Choosing good traders to copy is hard! There are good traders to copy on all social trading platforms, but finding them takes some time and skills. Most of them are beginners with bad bankroll management skills and high-risk profiles. In this article, you will learn how to perform an in-depth analysis when searching for the best signal provider to follow on copy trading platforms such as eToro, NAGA or Zulutrade.
A case study
In 2012, if you had invested anything by following Michaelfx, one of the most popular eToro’s Popular Investors back then, you would have lost everything! If you had spread out your risks by copying all of the remaining 9 on the list, however, you would have made some money. Also, if you had invested $1000 in each one of the 10 Popular Investors, you would have lost over $700 because of Michaelfx.
Moral of the story: Popularity is a reasonable point to start when looking for a decent signal provider but is by no means a recipe for success in social trading. There are numerous accounts of traders in the top 10 or even editor’s choice list who lost nearly all their account balances and their copiers’ allocation. You might want to dig deeper into your analysis before picking a signal provider. A good analysis will enable you to discard many traders.
1. Trusted Traders
The easiest way to identify a great social trader is to investigate how much other followers trust them. Check out the amount of real money (not demo accounts) that other people have invested with them to get signals from the trader. More so, you might want to consider the profits those followers are getting by following that signal provider. You will find this information on their profile page.
Generally, if a trader has very few copiers and followers, it is a bad sign, and you should avoid him. Also, the most copied traders don’t mean that they are good traders. Some of them just found ways to boost their rankings through questionable actions, like manually copying the activity of other good traders or creating various accounts and sticking with the one that, by luck, did best.
The amount of money invested in the trader is a better performance indicator than the number of copiers. On eToro, Zulutrade, or NAGA, for instance, people have a chance to rank the traders by “Copy Value” (or AUM), which means the amount of money invested in them.
The “Copy Value” rank makes for a more relevant reflection of the signal provider’s popularity. It shows how much copiers trust that particular trader with their real money.
One reason why the number of copiers would be a poor choice for gauging the level of trust is that even if a trader lost 90%, they might still have all the copiers who did not set a CSL (stop loss) sticking around. With “Copy Value”, however, the amount of money following them would decrease sharply, and so will their “Copy Value” rank.

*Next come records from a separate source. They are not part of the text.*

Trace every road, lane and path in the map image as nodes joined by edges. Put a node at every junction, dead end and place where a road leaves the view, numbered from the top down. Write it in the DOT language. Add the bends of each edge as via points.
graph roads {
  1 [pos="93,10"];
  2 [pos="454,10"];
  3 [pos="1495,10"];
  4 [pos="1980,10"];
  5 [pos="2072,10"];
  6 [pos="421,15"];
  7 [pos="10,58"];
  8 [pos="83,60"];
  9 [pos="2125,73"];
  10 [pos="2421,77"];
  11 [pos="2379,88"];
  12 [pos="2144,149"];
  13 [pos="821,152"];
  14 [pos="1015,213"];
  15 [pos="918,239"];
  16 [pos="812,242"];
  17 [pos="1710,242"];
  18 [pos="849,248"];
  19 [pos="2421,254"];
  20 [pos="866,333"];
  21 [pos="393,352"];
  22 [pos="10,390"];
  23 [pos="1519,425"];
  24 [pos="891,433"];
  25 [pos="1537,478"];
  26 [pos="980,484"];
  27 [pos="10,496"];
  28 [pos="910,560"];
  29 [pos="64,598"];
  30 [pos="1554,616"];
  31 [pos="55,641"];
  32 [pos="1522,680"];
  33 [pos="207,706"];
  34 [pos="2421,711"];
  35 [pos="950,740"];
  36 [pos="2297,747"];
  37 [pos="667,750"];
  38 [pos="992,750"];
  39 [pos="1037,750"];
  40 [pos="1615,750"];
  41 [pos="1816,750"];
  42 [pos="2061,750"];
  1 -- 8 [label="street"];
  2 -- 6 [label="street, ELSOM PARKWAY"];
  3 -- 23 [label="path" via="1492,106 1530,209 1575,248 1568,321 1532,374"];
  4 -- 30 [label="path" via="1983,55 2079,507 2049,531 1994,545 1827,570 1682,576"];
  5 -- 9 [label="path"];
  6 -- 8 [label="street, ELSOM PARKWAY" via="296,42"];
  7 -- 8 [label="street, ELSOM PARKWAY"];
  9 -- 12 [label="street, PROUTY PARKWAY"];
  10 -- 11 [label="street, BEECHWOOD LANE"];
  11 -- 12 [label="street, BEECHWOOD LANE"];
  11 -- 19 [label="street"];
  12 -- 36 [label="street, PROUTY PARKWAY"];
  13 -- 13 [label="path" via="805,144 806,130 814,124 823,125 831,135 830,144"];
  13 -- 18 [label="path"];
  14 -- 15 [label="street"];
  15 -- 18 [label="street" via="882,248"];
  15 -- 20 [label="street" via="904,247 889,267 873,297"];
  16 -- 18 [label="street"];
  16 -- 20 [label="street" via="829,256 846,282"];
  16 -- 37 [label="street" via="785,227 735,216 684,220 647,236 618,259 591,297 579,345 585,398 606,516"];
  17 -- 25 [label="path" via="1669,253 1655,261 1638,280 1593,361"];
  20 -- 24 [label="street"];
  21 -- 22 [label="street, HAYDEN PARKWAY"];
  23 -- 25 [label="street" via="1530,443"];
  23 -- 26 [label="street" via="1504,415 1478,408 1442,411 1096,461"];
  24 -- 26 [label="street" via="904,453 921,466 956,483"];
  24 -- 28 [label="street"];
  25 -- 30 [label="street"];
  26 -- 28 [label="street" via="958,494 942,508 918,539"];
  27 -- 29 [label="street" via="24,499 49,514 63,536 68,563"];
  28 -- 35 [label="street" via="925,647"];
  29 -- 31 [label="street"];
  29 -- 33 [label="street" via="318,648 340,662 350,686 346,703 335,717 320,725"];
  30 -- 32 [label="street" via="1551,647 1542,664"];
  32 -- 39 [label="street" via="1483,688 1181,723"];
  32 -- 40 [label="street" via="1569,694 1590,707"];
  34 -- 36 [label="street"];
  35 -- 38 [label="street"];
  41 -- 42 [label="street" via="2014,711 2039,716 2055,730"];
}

Negative returns are obviously bad. Also, very high returns may seem appealing, but be careful – annual returns of around 70% or more are not usual and are most likely down to luck or high risk. Also, look at the monthly returns to understand if the performance is due to a certain month/months.
Be sure to check out the traders’ profit charts. You want to go with someone who has consistently risen in profit for a while. This should be evident through a smooth, steady rise in profits. Anyone with an irregular graphical representation is probably gambling around, which would explain the alternating periods of high profits and huge losses.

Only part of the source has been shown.